I found that “Old John,” in his fancied quarrel with the Church, had suffered cruelly. He had neglected his duties, and had then been unhappy because of that neglect. He was very bitter and deeply wounded, and that day he exclaimed sadly: “It’s hard, madam—it’s hard that a man should be made to lose his soul!”
“Never say that again, John!” I cried. “There is just one man created who can lose your soul for you, and that man is John Hickey.”
He looked at me a moment, then putting one forefinger on my arm he asked, solemnly: “Madam Clara, are you talking as a Catholic or as a Protestant, now?”
Laugh I had to, though I saw it hurt the poor, bewildered one before me and belied the tears in my own eyes. But I made answer quickly: “I’m speaking neither as Catholic nor Protestant, but simply as a woman, who, like yourself, has a soul, and does not want to lose it! Don’t look so unhappy! Your Church is beautiful, great and powerful, but there is One who is greater, more beautiful and more powerful. In all the ages there has been but One who left the unspeakable joy of Heaven to come to earth to suffer and toil, to love and lose, to hope and despair, and finally to give up His perfect life to an ignominious death, because His boundless love saw no other way to save us from the horror of eternal death! He paid too great a price for souls to cast them easily away. There is but one Saviour for us all, be we what we may! There is but one God whose smile makes Heaven. We travel by different paths—oh, yes! We wear different liveries, some showing the gorgeous vestments of the stately Catholic, some the solemn drab of the Quaker, others black robes. But the paths all lead to the one place, and the great questions are, do we love the One we seek, and have we loved and helped those we traveled with? John, make Christ your Church, and the mightiest cannot harm you!” and, catching up the scant fold of my riding-habit, I turned and fled from the only sermon I ever preached in my life, while from behind me came certain familiar sentences, such as, “Yis, yis! Ye’re fine horses, that ye are, but it’s too soon for water yit, y’r know, because,” etc., etc., but all spoken in so husky a voice it might have been a stranger’s.
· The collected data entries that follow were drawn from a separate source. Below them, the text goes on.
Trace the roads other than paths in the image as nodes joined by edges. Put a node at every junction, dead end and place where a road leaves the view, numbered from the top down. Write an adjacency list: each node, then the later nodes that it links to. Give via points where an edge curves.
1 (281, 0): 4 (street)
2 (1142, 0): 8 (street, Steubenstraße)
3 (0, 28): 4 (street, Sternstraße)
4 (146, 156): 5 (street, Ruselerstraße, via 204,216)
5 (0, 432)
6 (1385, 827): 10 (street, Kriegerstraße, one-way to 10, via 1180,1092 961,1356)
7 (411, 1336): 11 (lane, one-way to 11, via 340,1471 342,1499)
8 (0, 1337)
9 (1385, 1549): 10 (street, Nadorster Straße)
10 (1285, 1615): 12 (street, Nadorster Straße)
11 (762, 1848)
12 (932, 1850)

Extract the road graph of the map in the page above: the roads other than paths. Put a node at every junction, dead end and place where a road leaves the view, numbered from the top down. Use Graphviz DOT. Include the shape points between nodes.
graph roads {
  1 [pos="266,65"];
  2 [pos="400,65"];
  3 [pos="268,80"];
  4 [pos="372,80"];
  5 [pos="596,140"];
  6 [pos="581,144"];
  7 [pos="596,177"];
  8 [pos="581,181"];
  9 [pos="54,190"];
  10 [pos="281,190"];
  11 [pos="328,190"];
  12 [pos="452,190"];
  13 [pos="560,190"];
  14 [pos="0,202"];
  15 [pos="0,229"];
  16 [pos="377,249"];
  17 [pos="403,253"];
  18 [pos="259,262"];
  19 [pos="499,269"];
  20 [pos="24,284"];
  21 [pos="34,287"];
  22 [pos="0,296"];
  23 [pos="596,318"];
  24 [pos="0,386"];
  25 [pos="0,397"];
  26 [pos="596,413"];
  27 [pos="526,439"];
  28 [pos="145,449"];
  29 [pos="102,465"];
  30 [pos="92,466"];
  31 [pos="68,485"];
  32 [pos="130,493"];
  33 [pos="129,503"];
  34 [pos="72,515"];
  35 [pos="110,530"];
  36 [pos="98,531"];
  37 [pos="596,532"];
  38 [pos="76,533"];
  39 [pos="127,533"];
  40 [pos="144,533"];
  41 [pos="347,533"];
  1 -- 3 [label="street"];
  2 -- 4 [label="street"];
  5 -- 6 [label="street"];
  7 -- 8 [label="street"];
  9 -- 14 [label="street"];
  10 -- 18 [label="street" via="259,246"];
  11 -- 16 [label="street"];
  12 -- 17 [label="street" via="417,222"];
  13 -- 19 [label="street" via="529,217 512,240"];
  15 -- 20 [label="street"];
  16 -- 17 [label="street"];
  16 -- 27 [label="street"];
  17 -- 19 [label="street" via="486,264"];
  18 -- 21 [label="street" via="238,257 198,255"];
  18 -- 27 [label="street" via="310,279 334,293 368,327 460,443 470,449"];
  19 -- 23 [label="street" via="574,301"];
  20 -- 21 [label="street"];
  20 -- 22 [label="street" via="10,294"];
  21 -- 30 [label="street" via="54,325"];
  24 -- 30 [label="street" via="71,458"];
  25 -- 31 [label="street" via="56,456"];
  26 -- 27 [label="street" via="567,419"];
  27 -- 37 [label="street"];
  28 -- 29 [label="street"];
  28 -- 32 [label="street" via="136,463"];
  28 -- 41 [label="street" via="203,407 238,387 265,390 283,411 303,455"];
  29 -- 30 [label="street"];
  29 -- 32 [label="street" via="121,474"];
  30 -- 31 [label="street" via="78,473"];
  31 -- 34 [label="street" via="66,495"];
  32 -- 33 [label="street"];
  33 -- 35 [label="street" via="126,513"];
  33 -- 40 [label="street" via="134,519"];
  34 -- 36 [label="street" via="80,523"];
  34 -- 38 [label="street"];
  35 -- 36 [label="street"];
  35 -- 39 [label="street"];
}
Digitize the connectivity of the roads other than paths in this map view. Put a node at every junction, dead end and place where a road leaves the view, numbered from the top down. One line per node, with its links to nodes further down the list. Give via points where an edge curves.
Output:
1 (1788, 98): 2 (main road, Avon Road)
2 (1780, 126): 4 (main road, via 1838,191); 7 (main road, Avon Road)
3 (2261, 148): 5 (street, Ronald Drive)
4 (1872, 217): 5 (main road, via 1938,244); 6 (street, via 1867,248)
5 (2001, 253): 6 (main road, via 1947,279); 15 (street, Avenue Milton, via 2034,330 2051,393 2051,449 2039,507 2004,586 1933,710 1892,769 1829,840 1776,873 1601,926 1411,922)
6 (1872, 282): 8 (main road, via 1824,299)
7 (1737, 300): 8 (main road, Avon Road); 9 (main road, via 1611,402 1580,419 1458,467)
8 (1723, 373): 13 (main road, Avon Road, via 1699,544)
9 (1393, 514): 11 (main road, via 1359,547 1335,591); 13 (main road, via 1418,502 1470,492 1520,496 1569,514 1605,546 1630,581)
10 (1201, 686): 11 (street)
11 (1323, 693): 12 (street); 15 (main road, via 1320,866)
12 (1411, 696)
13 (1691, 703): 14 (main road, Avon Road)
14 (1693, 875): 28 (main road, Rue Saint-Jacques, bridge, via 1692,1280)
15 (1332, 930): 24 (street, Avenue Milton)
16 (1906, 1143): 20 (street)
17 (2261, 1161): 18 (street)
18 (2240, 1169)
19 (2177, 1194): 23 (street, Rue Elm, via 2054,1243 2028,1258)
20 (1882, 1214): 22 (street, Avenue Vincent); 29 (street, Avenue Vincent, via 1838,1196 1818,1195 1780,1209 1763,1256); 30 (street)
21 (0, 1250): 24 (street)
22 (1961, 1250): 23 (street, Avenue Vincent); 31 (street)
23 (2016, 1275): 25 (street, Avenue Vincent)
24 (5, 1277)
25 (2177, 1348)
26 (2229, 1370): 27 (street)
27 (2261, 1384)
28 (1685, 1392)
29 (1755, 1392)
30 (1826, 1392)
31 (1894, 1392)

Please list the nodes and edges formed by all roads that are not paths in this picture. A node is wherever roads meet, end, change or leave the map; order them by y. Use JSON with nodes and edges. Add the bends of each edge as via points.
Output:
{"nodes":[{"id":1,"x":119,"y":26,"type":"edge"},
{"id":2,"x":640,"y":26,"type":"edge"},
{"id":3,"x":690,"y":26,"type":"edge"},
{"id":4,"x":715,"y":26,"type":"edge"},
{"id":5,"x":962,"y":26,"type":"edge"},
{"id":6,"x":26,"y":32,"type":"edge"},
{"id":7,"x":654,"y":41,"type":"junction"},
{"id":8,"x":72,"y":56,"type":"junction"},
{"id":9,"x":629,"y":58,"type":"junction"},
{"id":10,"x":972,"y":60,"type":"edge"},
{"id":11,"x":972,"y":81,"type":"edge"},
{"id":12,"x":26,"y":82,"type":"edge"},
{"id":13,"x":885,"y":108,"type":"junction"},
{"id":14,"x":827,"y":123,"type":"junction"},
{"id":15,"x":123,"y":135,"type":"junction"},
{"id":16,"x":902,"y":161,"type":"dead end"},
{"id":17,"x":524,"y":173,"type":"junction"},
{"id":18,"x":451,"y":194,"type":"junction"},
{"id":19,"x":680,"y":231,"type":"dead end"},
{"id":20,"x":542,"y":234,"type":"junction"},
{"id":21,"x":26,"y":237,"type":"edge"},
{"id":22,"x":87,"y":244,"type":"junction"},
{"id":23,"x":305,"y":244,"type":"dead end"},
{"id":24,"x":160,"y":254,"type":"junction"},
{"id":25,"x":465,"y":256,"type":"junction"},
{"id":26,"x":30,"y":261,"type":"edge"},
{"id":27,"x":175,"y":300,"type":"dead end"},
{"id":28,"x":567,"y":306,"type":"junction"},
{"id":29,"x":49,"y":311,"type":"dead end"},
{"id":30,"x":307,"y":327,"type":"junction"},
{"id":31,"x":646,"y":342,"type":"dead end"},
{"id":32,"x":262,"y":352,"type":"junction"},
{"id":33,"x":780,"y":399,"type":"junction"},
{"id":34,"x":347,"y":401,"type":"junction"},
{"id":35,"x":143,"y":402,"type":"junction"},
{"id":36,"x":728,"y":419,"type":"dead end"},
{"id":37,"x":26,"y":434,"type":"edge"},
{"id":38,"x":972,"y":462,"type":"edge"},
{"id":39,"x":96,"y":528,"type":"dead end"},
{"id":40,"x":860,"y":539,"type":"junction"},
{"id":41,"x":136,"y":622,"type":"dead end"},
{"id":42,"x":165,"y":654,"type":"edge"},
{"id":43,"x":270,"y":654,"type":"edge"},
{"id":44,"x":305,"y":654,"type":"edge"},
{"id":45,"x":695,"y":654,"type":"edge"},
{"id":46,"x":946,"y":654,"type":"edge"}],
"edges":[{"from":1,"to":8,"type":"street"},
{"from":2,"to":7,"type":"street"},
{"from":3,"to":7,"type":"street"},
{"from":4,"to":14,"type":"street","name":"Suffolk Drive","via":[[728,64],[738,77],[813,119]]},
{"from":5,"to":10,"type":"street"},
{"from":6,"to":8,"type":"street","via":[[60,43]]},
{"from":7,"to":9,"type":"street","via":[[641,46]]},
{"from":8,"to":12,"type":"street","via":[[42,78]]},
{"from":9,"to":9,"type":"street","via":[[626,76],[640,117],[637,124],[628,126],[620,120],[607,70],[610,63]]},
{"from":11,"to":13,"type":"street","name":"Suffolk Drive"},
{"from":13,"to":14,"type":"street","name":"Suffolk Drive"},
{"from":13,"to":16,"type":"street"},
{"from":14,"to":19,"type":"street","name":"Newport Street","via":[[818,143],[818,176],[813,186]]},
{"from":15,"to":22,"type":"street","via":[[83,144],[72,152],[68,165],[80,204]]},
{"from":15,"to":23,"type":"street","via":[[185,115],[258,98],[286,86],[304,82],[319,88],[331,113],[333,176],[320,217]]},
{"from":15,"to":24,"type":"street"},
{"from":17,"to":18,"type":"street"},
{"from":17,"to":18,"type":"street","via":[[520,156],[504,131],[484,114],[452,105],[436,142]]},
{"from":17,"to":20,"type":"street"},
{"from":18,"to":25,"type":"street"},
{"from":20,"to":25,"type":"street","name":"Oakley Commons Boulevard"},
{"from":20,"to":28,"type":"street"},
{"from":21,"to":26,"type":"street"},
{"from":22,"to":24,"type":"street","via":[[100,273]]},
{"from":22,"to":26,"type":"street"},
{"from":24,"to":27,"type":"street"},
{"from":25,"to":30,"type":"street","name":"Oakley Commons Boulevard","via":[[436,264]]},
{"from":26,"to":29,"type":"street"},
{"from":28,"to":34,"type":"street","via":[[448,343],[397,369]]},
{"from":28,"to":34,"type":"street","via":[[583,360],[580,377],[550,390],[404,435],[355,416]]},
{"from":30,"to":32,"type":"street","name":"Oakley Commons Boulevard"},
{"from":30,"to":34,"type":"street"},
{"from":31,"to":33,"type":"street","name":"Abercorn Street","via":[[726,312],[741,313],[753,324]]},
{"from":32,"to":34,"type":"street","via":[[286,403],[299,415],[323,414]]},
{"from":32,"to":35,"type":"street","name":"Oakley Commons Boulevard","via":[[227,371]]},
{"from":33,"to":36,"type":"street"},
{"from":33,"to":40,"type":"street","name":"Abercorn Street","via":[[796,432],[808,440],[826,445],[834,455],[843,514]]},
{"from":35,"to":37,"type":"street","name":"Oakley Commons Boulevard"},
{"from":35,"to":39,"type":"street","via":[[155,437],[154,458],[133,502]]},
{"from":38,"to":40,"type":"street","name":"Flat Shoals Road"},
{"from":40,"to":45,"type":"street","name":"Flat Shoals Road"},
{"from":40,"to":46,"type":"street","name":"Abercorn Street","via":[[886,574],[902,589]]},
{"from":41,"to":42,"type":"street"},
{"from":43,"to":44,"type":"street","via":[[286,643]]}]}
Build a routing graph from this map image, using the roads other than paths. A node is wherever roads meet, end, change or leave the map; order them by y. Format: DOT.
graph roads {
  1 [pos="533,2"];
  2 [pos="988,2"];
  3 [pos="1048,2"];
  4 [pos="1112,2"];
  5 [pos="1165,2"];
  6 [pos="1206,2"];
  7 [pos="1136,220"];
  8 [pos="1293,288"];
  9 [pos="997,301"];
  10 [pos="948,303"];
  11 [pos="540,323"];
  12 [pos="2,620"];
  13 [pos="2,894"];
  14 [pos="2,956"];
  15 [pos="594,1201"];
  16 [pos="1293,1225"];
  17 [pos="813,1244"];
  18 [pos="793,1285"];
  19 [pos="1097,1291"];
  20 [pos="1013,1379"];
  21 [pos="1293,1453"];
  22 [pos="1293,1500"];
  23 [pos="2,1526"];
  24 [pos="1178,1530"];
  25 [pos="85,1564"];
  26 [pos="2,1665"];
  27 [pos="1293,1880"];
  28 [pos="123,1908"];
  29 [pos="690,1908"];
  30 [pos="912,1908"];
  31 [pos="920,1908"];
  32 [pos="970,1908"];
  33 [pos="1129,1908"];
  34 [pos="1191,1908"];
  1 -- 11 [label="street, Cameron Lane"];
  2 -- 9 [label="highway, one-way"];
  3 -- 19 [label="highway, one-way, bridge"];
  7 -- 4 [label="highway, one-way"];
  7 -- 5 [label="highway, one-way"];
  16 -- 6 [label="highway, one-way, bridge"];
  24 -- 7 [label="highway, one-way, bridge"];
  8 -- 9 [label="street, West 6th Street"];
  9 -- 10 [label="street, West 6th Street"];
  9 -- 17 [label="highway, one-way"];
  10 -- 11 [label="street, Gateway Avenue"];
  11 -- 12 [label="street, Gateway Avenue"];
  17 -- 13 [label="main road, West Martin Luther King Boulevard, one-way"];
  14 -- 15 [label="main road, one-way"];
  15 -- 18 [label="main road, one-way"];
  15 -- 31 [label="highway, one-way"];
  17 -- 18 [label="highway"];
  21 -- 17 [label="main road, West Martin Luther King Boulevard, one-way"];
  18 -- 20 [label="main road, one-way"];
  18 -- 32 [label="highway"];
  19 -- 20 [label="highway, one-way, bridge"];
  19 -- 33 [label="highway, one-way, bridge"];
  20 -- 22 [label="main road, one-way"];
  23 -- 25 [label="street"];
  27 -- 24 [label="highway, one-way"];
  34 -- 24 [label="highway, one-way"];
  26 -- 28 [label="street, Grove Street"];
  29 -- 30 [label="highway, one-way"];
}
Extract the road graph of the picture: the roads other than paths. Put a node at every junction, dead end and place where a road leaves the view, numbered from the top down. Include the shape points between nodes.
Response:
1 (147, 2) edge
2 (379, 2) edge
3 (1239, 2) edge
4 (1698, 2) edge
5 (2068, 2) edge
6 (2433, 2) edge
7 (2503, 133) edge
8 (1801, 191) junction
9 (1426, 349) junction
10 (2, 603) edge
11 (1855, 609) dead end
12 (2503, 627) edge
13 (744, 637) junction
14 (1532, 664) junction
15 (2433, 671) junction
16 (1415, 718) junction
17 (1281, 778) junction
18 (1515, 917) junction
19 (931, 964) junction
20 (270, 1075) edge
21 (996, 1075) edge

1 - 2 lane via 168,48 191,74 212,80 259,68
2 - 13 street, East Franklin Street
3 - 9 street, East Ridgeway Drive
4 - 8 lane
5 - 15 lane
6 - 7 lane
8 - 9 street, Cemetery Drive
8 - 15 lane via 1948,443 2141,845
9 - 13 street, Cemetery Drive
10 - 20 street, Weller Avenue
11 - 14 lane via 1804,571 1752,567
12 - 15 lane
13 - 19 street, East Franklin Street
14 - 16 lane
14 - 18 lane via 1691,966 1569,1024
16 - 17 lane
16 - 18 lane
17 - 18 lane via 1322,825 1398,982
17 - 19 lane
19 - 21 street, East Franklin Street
Anxious, economical old body, from the early fall he began to watch over the welfare of our house. We, sleeping in it, knew no sooner of a loosened shutter than did “Old John,” who immediately began a still-hunt for the offender. But his drollest habit, I think, was the making of a slow, close search over all the grounds, and even out into the road, after every storm, seeking for possible slates torn from the roof. On one of my homecomings from a long season he met me with a small bill for mending the roof, and he anxiously explained that he did it, he knew, without orders, but if he hadn’t, it would have got worse and made a leak and would have ruined thousands of dollars’ worth of beautiful frocks up there! Please bear in mind that the figures mentioned are “Old John’s,” not mine.
I assured him it was all right. I thought his face would clear, but no, not yet. He carefully produced a large, flat package from under his table, and when the package was gravely opened, there lay a collection of broken slates. John had saved them all as his witnesses, and he would take up the best of them and explain: “If it had broken this way, instead of that way, it might have been replaced, but as it was, do you think now, ma’am, that I could have done any different?” The second assurance satisfied him, and his face resumed its usual contented look.
So we all moved our wonted ways until that lovely spring day, when a pale-faced messenger ran up to the house to say, “Oh, madam! Old John has had a fall, and he’s hurt bad!”
I thrust my feet into a pair of bed-room slippers, being myself ill at the time, flung a loose gown about me, and, with my mother, hurried with all possible speed down to the stable. He was stretched out—not sitting—in a horribly unnatural position on a chair. His face was ghastly, his eyes dim, his pulse almost unfindable. I gave him a stimulant, praying inwardly that I might not be doing wrong. I learned from the others that he had washed the pony phaeton, and was pushing it backward to its place when he had slipped and fallen heavily, face forward, on those cruel cobblestones.
I was convinced he was seriously injured, and leaving my mother attending to his wants and directing the men how to get him to his room, I hurried back to the house, wishing at every step that my husband would come, and hastily telephoned for the doctor. When the doctor and Mr. H—— were both on the spot and I could retire to the background, I was surprised at my feeling of profound depression. “Old John” had had two falls far and away worse than this one, but that look on his face, it was neither age nor pain—though both were there—that so impressed me. It was a look of hopeless finality, and accepting it as a warning, I hastened to inquire if John would see a priest, and lo! as I had thought, the old faith was warm within him, since he answered readily that he’d see the priest, if we would be so kind.
But here the doctor interfered, saying he should prefer the patient to be kept quiet, and to my eager protest made answer: “He is really safe for the night; the morning will tell whether he is fatally injured or not, and I promise I will give you ample notice.”